GIVEN ENTRIES START

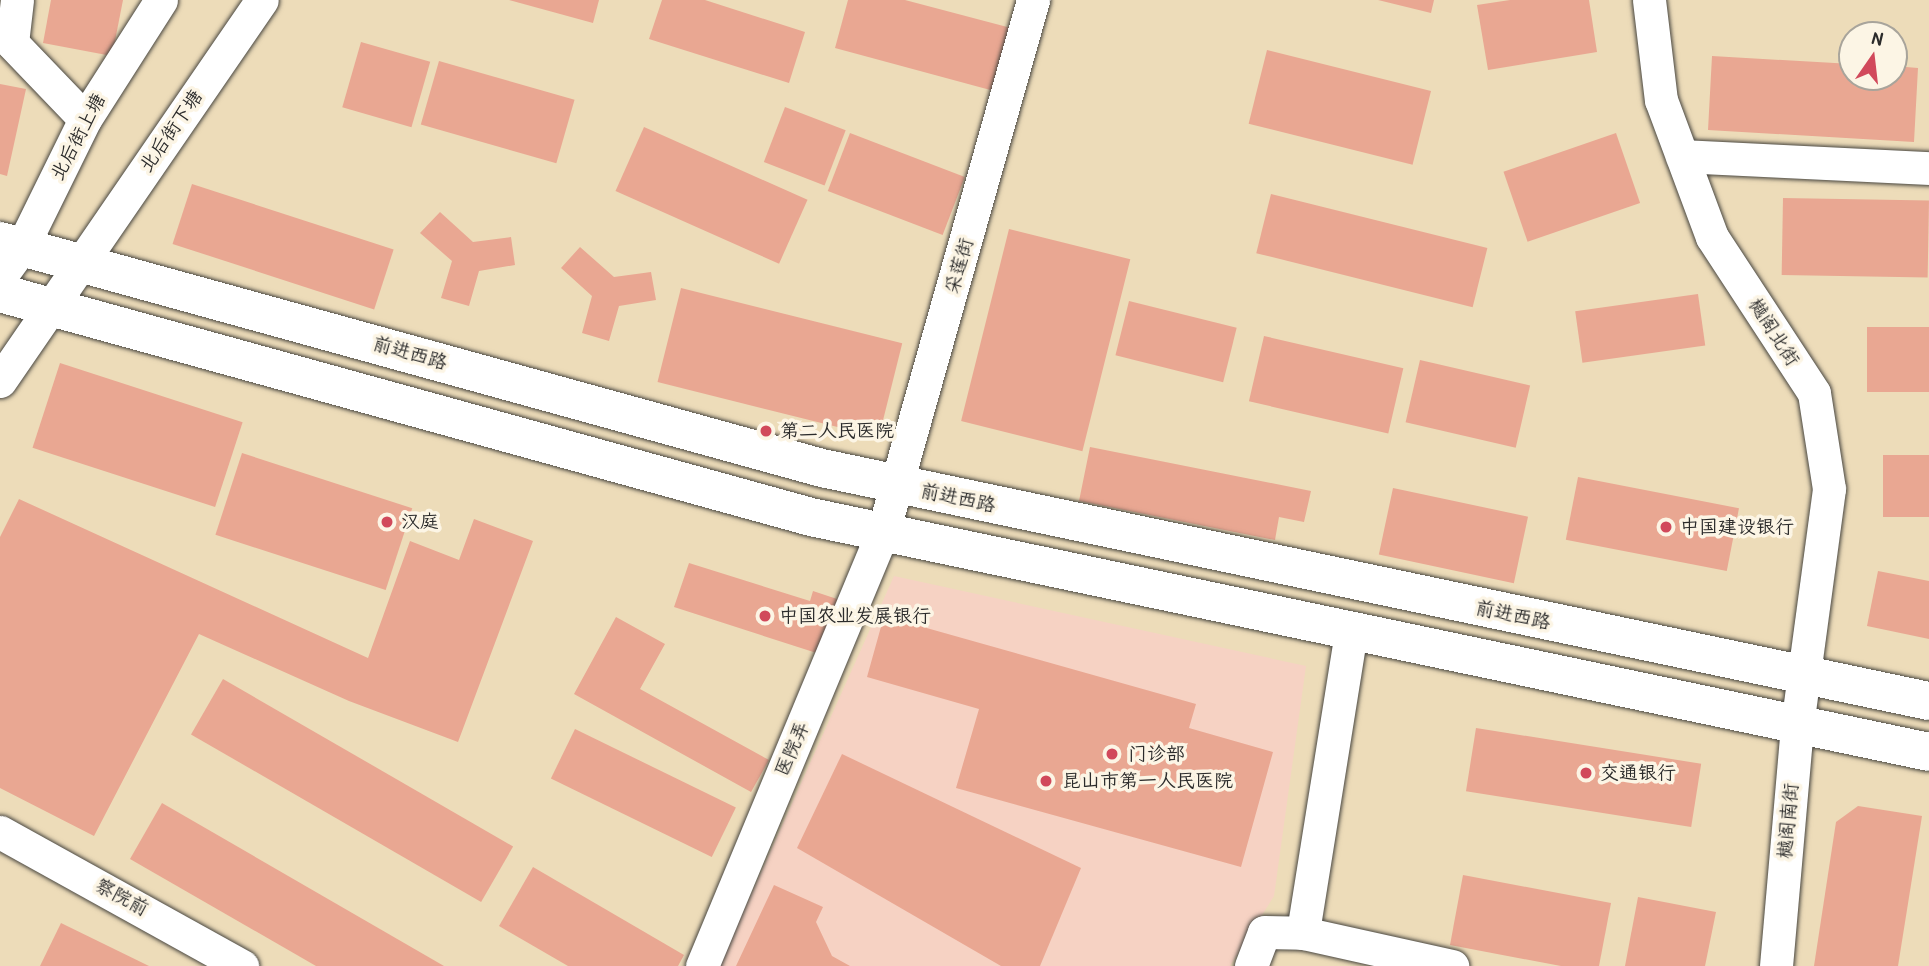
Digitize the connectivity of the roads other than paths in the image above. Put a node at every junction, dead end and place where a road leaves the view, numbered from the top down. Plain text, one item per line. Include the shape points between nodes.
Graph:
1 (17, 0) edge
2 (162, 0) edge
3 (261, 0) edge
4 (1033, 0) edge
5 (1649, 0) edge
6 (85, 118) junction
7 (1682, 156) junction
8 (1929, 167) edge
9 (11, 244) edge
10 (80, 263) junction
11 (0, 277) edge
12 (0, 293) edge
13 (49, 305) junction
14 (0, 382) edge
15 (898, 485) junction
16 (883, 532) junction
17 (1351, 632) junction
18 (1805, 677) junction
19 (1929, 701) edge
20 (1797, 726) junction
21 (1929, 752) edge
22 (0, 832) edge
23 (1303, 933) junction
24 (242, 966) edge
25 (702, 966) edge
26 (1251, 966) edge
27 (1451, 966) edge
28 (1776, 966) edge

1 - 6 street via 12,43
2 - 6 street, 北后街上塘
3 - 10 street, 北后街下塘
4 - 15 street, 采莲街
5 - 7 street, 樾阁北街 via 1661,100
6 - 9 street, 北后街上塘
7 - 8 street
7 - 18 street, 樾阁北街 via 1713,237 1814,393 1829,489
9 - 10 main road, 前进西路
9 - 11 street, 北后街上塘
10 - 13 street, 北后街下塘
10 - 15 main road, 前进西路
12 - 13 main road
13 - 14 street, 北后街下塘
13 - 16 main road via 811,517
15 - 16 street, 采莲街
15 - 18 main road, 前进西路
16 - 17 main road
16 - 25 street, 医院弄
17 - 20 main road
17 - 23 street
18 - 19 main road, 前进西路
18 - 20 street, 樾阁南街
20 - 21 main road
20 - 28 street, 樾阁南街
22 - 24 street, 察院前
23 - 26 street via 1264,932
23 - 27 street

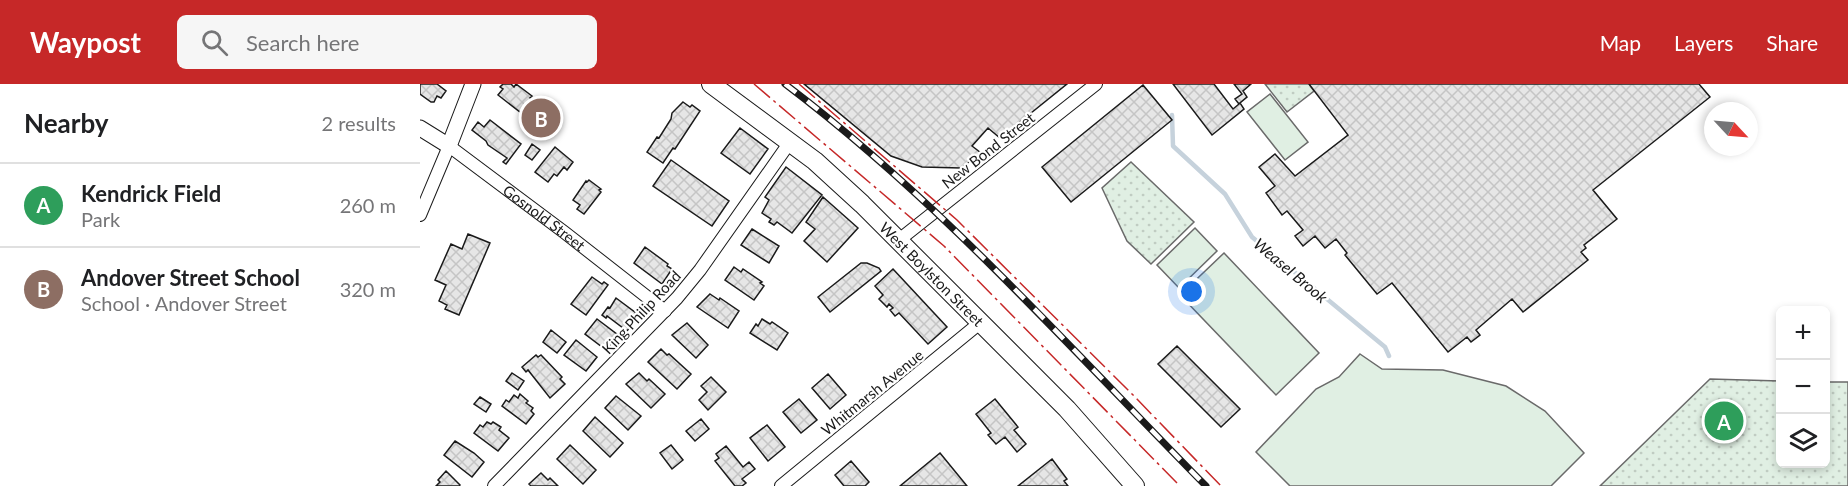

GIVEN ENTRIES END

Only the pictures are to be dropped; the rest of the material above must be duplicated exactly.

■ REPLY TO THE TASK ■
Digitize the connectivity of the roads other than paths in the image above. Put a node at every junction, dead end and place where a road leaves the view, numbered from the top down. Plain text, one item per line. Include the shape points between nodes.
Graph:
1 (17, 0) edge
2 (162, 0) edge
3 (261, 0) edge
4 (1033, 0) edge
5 (1649, 0) edge
6 (85, 118) junction
7 (1682, 156) junction
8 (1929, 167) edge
9 (11, 244) edge
10 (80, 263) junction
11 (0, 277) edge
12 (0, 293) edge
13 (49, 305) junction
14 (0, 382) edge
15 (898, 485) junction
16 (883, 532) junction
17 (1351, 632) junction
18 (1805, 677) junction
19 (1929, 701) edge
20 (1797, 726) junction
21 (1929, 752) edge
22 (0, 832) edge
23 (1303, 933) junction
24 (242, 966) edge
25 (702, 966) edge
26 (1251, 966) edge
27 (1451, 966) edge
28 (1776, 966) edge

1 - 6 street via 12,43
2 - 6 street, 北后街上塘
3 - 10 street, 北后街下塘
4 - 15 street, 采莲街
5 - 7 street, 樾阁北街 via 1661,100
6 - 9 street, 北后街上塘
7 - 8 street
7 - 18 street, 樾阁北街 via 1713,237 1814,393 1829,489
9 - 10 main road, 前进西路
9 - 11 street, 北后街上塘
10 - 13 street, 北后街下塘
10 - 15 main road, 前进西路
12 - 13 main road
13 - 14 street, 北后街下塘
13 - 16 main road via 811,517
15 - 16 street, 采莲街
15 - 18 main road, 前进西路
16 - 17 main road
16 - 25 street, 医院弄
17 - 20 main road
17 - 23 street
18 - 19 main road, 前进西路
18 - 20 street, 樾阁南街
20 - 21 main road
20 - 28 street, 樾阁南街
22 - 24 street, 察院前
23 - 26 street via 1264,932
23 - 27 street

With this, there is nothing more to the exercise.